EXERCISE OBJECTIVE: Could you print exactly the lines of the listing below, starting at the line that has "wrist: (460, 765)" and ending at the line that has "thumb mcp: (354, 284)", and only those lines?

= = =

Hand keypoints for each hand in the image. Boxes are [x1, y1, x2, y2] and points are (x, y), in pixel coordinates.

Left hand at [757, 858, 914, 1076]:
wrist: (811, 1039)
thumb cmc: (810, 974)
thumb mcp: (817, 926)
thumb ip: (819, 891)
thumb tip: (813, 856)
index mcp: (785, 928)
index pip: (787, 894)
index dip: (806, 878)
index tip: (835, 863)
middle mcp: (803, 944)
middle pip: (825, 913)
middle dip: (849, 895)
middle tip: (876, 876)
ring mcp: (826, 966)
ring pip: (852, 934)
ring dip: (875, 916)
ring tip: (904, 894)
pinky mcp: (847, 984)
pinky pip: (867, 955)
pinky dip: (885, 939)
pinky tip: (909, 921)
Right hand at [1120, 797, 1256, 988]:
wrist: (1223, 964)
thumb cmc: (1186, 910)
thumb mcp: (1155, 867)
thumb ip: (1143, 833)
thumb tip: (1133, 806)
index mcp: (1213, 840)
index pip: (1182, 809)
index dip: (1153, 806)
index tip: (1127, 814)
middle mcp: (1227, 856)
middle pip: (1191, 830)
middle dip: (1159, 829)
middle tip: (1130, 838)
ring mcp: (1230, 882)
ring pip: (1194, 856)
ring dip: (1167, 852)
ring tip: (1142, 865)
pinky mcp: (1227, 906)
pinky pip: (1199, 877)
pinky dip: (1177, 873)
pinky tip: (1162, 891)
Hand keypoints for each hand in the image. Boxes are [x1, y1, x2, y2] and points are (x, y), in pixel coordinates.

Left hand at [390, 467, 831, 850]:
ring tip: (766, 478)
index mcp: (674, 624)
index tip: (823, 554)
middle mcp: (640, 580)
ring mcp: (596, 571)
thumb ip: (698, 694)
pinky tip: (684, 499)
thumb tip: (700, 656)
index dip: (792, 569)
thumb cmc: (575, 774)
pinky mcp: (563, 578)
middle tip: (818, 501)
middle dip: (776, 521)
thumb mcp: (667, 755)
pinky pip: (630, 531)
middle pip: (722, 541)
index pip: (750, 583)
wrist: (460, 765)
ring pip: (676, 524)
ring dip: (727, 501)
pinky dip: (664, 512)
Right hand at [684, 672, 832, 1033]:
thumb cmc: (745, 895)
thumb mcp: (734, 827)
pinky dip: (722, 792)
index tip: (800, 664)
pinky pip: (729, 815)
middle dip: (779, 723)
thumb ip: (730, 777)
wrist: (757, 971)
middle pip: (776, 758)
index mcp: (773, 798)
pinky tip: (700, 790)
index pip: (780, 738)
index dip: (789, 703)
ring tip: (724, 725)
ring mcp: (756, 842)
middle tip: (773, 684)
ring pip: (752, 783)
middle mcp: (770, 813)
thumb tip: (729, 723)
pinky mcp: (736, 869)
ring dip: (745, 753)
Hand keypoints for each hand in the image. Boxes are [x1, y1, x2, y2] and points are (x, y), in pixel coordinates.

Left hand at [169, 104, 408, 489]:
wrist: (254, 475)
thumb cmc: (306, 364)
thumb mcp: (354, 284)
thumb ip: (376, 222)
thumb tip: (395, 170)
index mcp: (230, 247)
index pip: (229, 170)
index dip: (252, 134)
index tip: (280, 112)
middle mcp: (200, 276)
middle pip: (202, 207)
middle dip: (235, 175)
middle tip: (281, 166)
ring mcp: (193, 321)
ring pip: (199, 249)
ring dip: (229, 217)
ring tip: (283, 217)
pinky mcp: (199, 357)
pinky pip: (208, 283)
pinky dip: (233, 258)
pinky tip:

= = =

RESULT:
wrist: (460, 765)
ring pip: (676, 524)
ring dip: (727, 501)
pinky dip: (664, 512)
Right hand at [684, 672, 832, 1033]:
thumb cmc: (745, 895)
thumb mcp: (734, 827)
pinky dip: (722, 792)
index tip: (800, 664)
pinky pip: (729, 815)
middle dip: (779, 723)
thumb ip: (730, 777)
wrist: (757, 971)
middle pip: (776, 758)
index mcp: (773, 798)
pinky tip: (700, 790)
index pip: (780, 738)
index dip: (789, 703)
ring tip: (724, 725)
ring mcp: (756, 842)
middle tip: (773, 684)
ring pip: (752, 783)
middle mcp: (770, 813)
thumb tip: (729, 723)
pinky mcp: (736, 869)
ring dip: (745, 753)
Hand keypoints for each hand in the image. Boxes are [x1, y1, x2, y2] and points are (x, y), in pixel coordinates.

Left hand at [169, 104, 408, 489]:
wrist: (254, 475)
thumb cmc: (306, 364)
thumb mcp: (354, 284)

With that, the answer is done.